His need for pilots made Army Air Forces Commander General Hap Arnold listen to Jacqueline Cochran, a renowned aviatrix who proposed that women pilots could do everything a man could do. Women were trained to fly powerful military aircraft at Sweetwater, Texas, with 1074 WASP earning their wings. Some highly qualified WASP were selected for an experiment at Camp Davis.
One of the most important training centers of the Antiaircraft Command was the Army's Antiaircraft Artillery School, Camp Davis at Holly Ridge, North Carolina. It sprawled at the edge of a swamp near the Atlantic Ocean barrier island of Topsail.
ANTIAIRCRAFT GUN TRAINING
Gunnery training took place at Topsail Island and Fort Fisher ranges. It comprised rather primitive aerial target towing, searchlight maneuvers for night firing, and later, development of drones to better simulate enemy aircraft.
An experiment placed fifty-two highly qualified WASP at Camp Davis to fly military aircraft and tow aerial targets for antiaircraft gunnery training. They flew these targets over the ranges while live ammunition was being fired at them.
Antiaircraft guns and searchlights necessarily trained together. Night firing practice needed spotlighted targets so that the guns could find their quarry. This meant difficult flying for WASP. They flew as high, medium and low altitude targets on instruments, because the searchlights were so blinding that they could not fly visually.
REMOTE CONTROLLED DRONES
Fifteen WASP volunteered to participate in a secret drone program that was to replace target towing with more realistic targets. While trainees learned to fly them, WASP controlled the drones in flight, so they could recover the ships. This was valuable groundwork for the unmanned aircraft of today.
LIFE AS A WASP
They faced various forms of discrimination for invading a man's world. Faced with managing awkward controls of cockpits designed for men and living in barracks intended for males, they quickly learned to adapt.
Before dawn, their "wakeup call" was the earsplitting warm-up of engines nearby. Responsible for six days of flying each week, they checked the flight board for their day's assignments.
OPERATIONS TOW TARGET
Target-towing and strafing to train antiaircraft gunners for aerial defense were their primary missions. The Camp Davis WASP were bright, confident women who showed their determination to succeed, for themselves and for women to follow.
WASP PROGRAM ENDS
In December, 1944 General Hap Arnold announced the end of the WASP program. The war was ending and returning male pilots were given job priority.

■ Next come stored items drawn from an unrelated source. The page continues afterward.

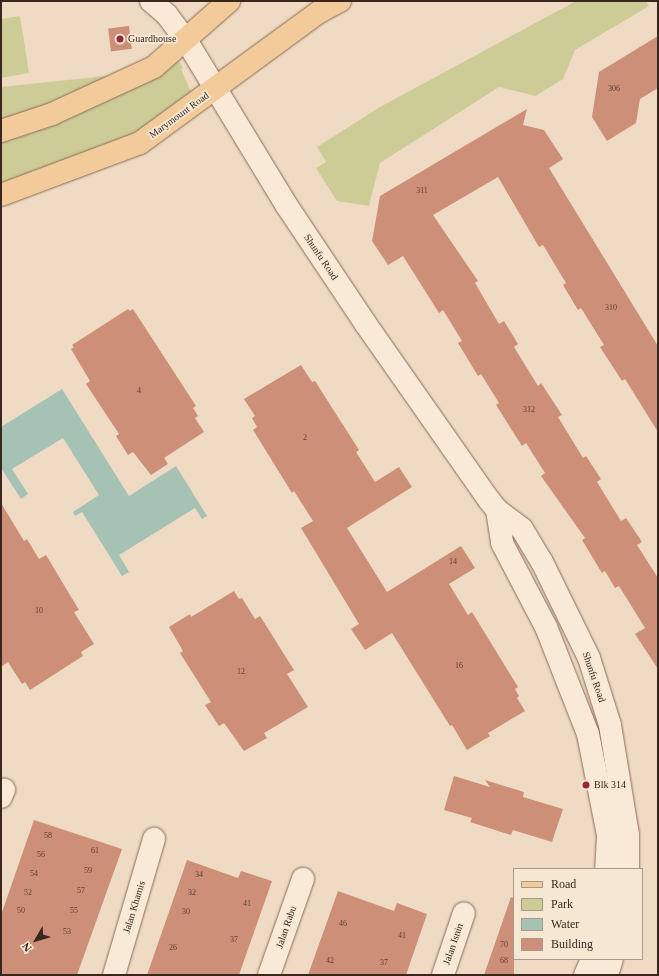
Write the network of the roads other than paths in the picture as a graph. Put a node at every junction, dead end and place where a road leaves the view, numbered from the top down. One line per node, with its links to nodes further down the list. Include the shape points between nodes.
1 (151, 1): 4 (street, Shunfu Road, via 167,15)
2 (229, 1): 4 (main road)
3 (340, 1): 5 (main road, Marymount Road, via 319,12)
4 (186, 40): 5 (street, Shunfu Road); 6 (main road, via 154,67 52,114)
5 (215, 88): 7 (main road, Marymount Road, via 140,143); 8 (street, Shunfu Road, via 287,206)
6 (1, 131)
7 (1, 195)
8 (497, 510): 10 (street, Shunfu Road, via 502,543 546,627 588,734 608,835); 11 (street, Shunfu Road, via 522,529 589,658 610,725 620,774 628,835)
9 (154, 839): 16 (street, Jalan Khamis)
10 (606, 868)
11 (628, 868)
12 (303, 879): 17 (street, Jalan Rabu)
13 (464, 913): 18 (street, Jalan Isnin)
14 (592, 960): 19 (street)
15 (612, 960): 20 (street)
16 (114, 975)
17 (269, 975)
18 (442, 975)
19 (585, 975)
20 (607, 975)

WASP were discharged as civilians without military status, so no benefits were available to them. After a thirty-three year struggle, Congress, with Senator Barry Goldwater pressing the issue, awarded WASP military status with veterans' benefits.
These women were pioneers and patriots. Their spirits will always be flying in the Wild Blue...

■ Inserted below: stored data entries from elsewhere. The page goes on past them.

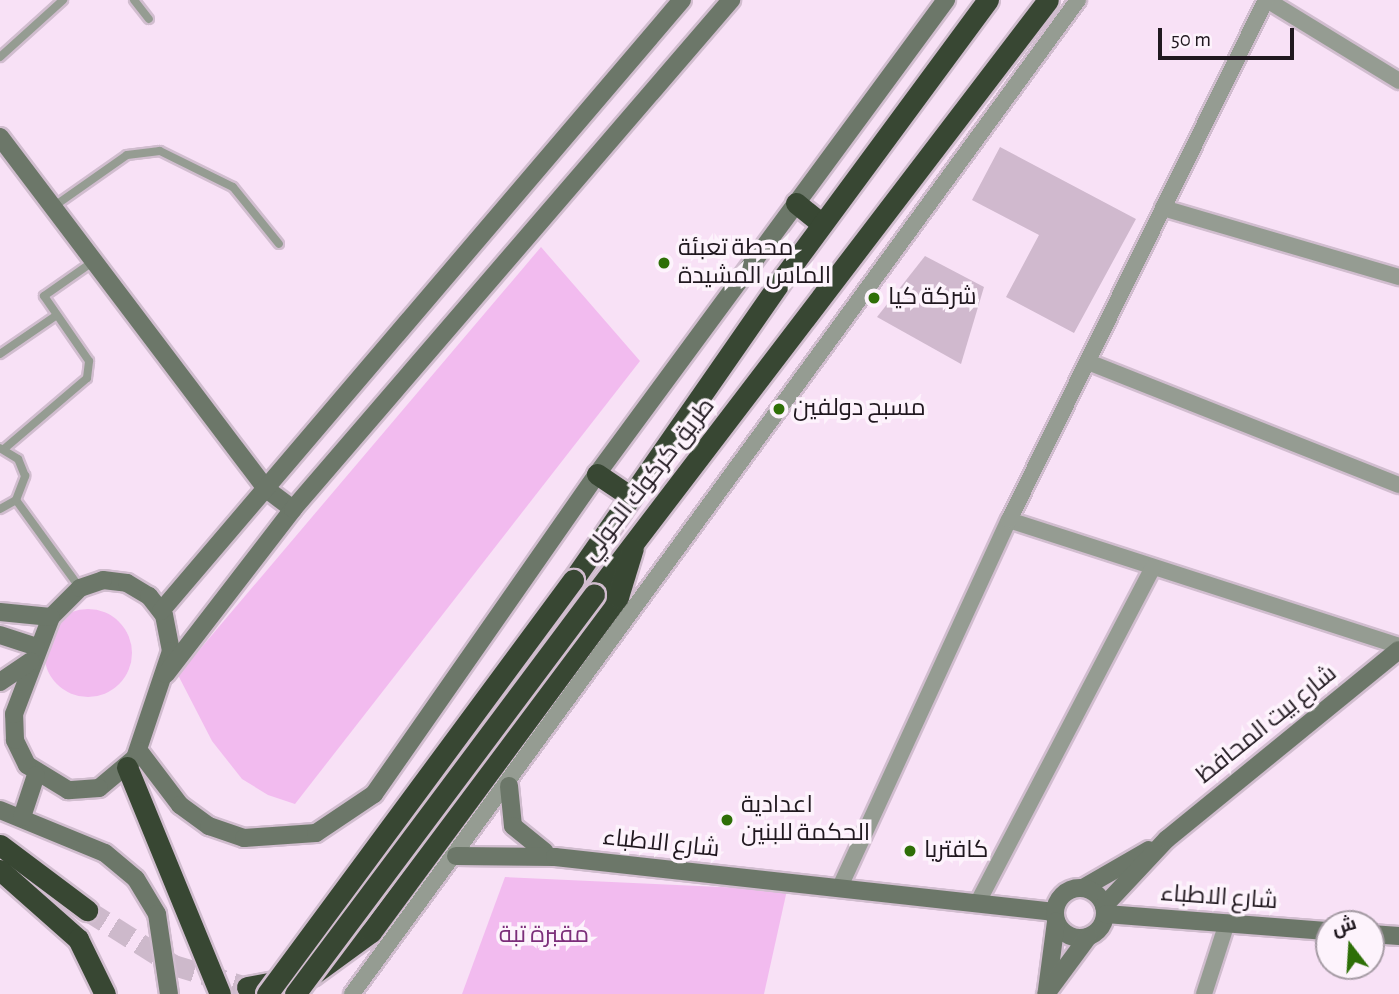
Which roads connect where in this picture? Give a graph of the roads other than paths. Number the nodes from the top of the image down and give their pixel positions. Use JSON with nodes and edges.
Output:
{"nodes":[{"id":1,"x":63,"y":0,"type":"edge"},
{"id":2,"x":134,"y":0,"type":"edge"},
{"id":3,"x":681,"y":0,"type":"edge"},
{"id":4,"x":732,"y":0,"type":"edge"},
{"id":5,"x":946,"y":0,"type":"edge"},
{"id":6,"x":988,"y":0,"type":"edge"},
{"id":7,"x":1048,"y":0,"type":"edge"},
{"id":8,"x":1079,"y":0,"type":"edge"},
{"id":9,"x":1267,"y":0,"type":"edge"},
{"id":10,"x":149,"y":19,"type":"dead end"},
{"id":11,"x":0,"y":57,"type":"edge"},
{"id":12,"x":1399,"y":81,"type":"edge"},
{"id":13,"x":0,"y":137,"type":"edge"},
{"id":14,"x":796,"y":203,"type":"junction"},
{"id":15,"x":53,"y":207,"type":"junction"},
{"id":16,"x":1163,"y":208,"type":"junction"},
{"id":17,"x":822,"y":224,"type":"junction"},
{"id":18,"x":279,"y":244,"type":"dead end"},
{"id":19,"x":94,"y":261,"type":"junction"},
{"id":20,"x":1399,"y":277,"type":"edge"},
{"id":21,"x":54,"y":317,"type":"junction"},
{"id":22,"x":0,"y":354,"type":"edge"},
{"id":23,"x":1088,"y":362,"type":"junction"},
{"id":24,"x":2,"y":449,"type":"edge"},
{"id":25,"x":597,"y":474,"type":"junction"},
{"id":26,"x":1399,"y":485,"type":"edge"},
{"id":27,"x":265,"y":488,"type":"junction"},
{"id":28,"x":630,"y":496,"type":"junction"},
{"id":29,"x":16,"y":500,"type":"junction"},
{"id":30,"x":0,"y":509,"type":"edge"},
{"id":31,"x":293,"y":509,"type":"junction"},
{"id":32,"x":1009,"y":520,"type":"junction"},
{"id":33,"x":634,"y":541,"type":"junction"},
{"id":34,"x":1153,"y":567,"type":"junction"},
{"id":35,"x":80,"y":588,"type":"junction"},
{"id":36,"x":161,"y":611,"type":"junction"},
{"id":37,"x":0,"y":612,"type":"edge"},
{"id":38,"x":51,"y":617,"type":"junction"},
{"id":39,"x":0,"y":635,"type":"edge"},
{"id":40,"x":1399,"y":648,"type":"edge"},
{"id":41,"x":34,"y":654,"type":"junction"},
{"id":42,"x":166,"y":674,"type":"junction"},
{"id":43,"x":0,"y":682,"type":"edge"},
{"id":44,"x":133,"y":759,"type":"junction"},
{"id":45,"x":36,"y":775,"type":"junction"},
{"id":46,"x":509,"y":786,"type":"junction"},
{"id":47,"x":0,"y":810,"type":"edge"},
{"id":48,"x":22,"y":817,"type":"junction"},
{"id":49,"x":1167,"y":839,"type":"junction"},
{"id":50,"x":0,"y":845,"type":"edge"},
{"id":51,"x":456,"y":856,"type":"junction"},
{"id":52,"x":555,"y":857,"type":"junction"},
{"id":53,"x":0,"y":870,"type":"edge"},
{"id":54,"x":1083,"y":888,"type":"junction"},
{"id":55,"x":839,"y":889,"type":"junction"},
{"id":56,"x":977,"y":904,"type":"junction"},
{"id":57,"x":87,"y":910,"type":"tunnel mouth"},
{"id":58,"x":1105,"y":910,"type":"junction"},
{"id":59,"x":1056,"y":917,"type":"junction"},
{"id":60,"x":1227,"y":923,"type":"junction"},
{"id":61,"x":1315,"y":929,"type":"edge"},
{"id":62,"x":1088,"y":937,"type":"junction"},
{"id":63,"x":257,"y":990,"type":"edge"},
{"id":64,"x":1046,"y":992,"type":"edge"},
{"id":65,"x":105,"y":994,"type":"edge"},
{"id":66,"x":169,"y":994,"type":"edge"},
{"id":67,"x":220,"y":994,"type":"edge"},
{"id":68,"x":295,"y":994,"type":"edge"},
{"id":69,"x":352,"y":994,"type":"edge"},
{"id":70,"x":1204,"y":994,"type":"edge"}],
"edges":[{"from":1,"to":11,"type":"lane"},
{"from":2,"to":10,"type":"lane"},
{"from":3,"to":27,"type":"main road"},
{"from":4,"to":31,"type":"main road"},
{"from":5,"to":14,"type":"main road"},
{"from":6,"to":17,"type":"highway","name":"طريق كركوك الحولي"},
{"from":7,"to":33,"type":"highway","name":"طريق كركوك الحولي"},
{"from":8,"to":46,"type":"street"},
{"from":9,"to":12,"type":"street"},
{"from":9,"to":16,"type":"street"},
{"from":13,"to":15,"type":"main road"},
{"from":14,"to":17,"type":"highway"},
{"from":14,"to":25,"type":"main road"},
{"from":15,"to":18,"type":"lane"},
{"from":15,"to":19,"type":"main road"},
{"from":16,"to":20,"type":"street"},
{"from":16,"to":23,"type":"street"},
{"from":17,"to":28,"type":"highway","name":"طريق كركوك الحولي"},
{"from":19,"to":21,"type":"lane"},
{"from":19,"to":27,"type":"main road"},
{"from":21,"to":22,"type":"lane"},
{"from":21,"to":24,"type":"lane"},
{"from":23,"to":26,"type":"street"},
{"from":23,"to":32,"type":"street"},
{"from":24,"to":29,"type":"lane"},
{"from":25,"to":28,"type":"highway"},
{"from":25,"to":44,"type":"main road"},
{"from":27,"to":31,"type":"main road"},
{"from":27,"to":36,"type":"main road"},
{"from":28,"to":63,"type":"highway","name":"طريق كركوك الحولي","bridge":true},
{"from":29,"to":30,"type":"lane"},
{"from":29,"to":35,"type":"lane"},
{"from":31,"to":42,"type":"main road"},
{"from":32,"to":34,"type":"street"},
{"from":32,"to":55,"type":"street"},
{"from":33,"to":63,"type":"highway"},
{"from":33,"to":68,"type":"highway","name":"طريق كركوك الحولي","bridge":true},
{"from":34,"to":40,"type":"street"},
{"from":34,"to":56,"type":"street"},
{"from":35,"to":36,"type":"main road"},
{"from":35,"to":38,"type":"main road"},
{"from":36,"to":42,"type":"main road"},
{"from":37,"to":38,"type":"main road"},
{"from":38,"to":41,"type":"main road"},
{"from":39,"to":41,"type":"main road"},
{"from":40,"to":49,"type":"main road","name":"شارع بيت المحافظ"},
{"from":41,"to":43,"type":"main road"},
{"from":41,"to":45,"type":"main road"},
{"from":42,"to":44,"type":"main road"},
{"from":44,"to":45,"type":"main road"},
{"from":44,"to":67,"type":"highway"},
{"from":45,"to":48,"type":"main road"},
{"from":46,"to":51,"type":"street"},
{"from":46,"to":52,"type":"main road","name":"شارع الاطباء"},
{"from":47,"to":48,"type":"main road"},
{"from":48,"to":66,"type":"main road"},
{"from":49,"to":54,"type":"main road","name":"شارع بيت المحافظ"},
{"from":49,"to":58,"type":"main road","name":"شارع بيت المحافظ"},
{"from":50,"to":57,"type":"highway"},
{"from":51,"to":52,"type":"main road","name":"شارع الاطباء"},
{"from":51,"to":69,"type":"street"},
{"from":52,"to":55,"type":"main road","name":"شارع الاطباء"},
{"from":53,"to":65,"type":"highway"},
{"from":54,"to":58,"type":"main road"},
{"from":54,"to":59,"type":"main road","name":"شارع بيت المحافظ"},
{"from":55,"to":56,"type":"main road","name":"شارع الاطباء"},
{"from":56,"to":59,"type":"main road","name":"شارع الاطباء"},
{"from":58,"to":60,"type":"main road","name":"شارع الاطباء"},
{"from":58,"to":62,"type":"main road","name":"شارع بيت المحافظ"},
{"from":59,"to":62,"type":"main road"},
{"from":59,"to":64,"type":"main road","name":"شارع بيت المحافظ"},
{"from":60,"to":61,"type":"main road","name":"شارع الاطباء"},
{"from":60,"to":70,"type":"street"},
{"from":62,"to":64,"type":"main road","name":"شارع بيت المحافظ"}]}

CONGRESSIONAL GOLD MEDAL This is the highest award Congress can award civilians. It was signed by President Barack Obama July 1, 2009, and presented in a Capitol ceremony March 10, 2010. This was in recognition of their service during WWII, when these trailblazers flew military aircraft over 60 million miles to aid in the war effort.
"Many of us married during the war, and a number of us continued flying for our livelihood. But we could never go back to the way we were. The WASP experience changed us all forever."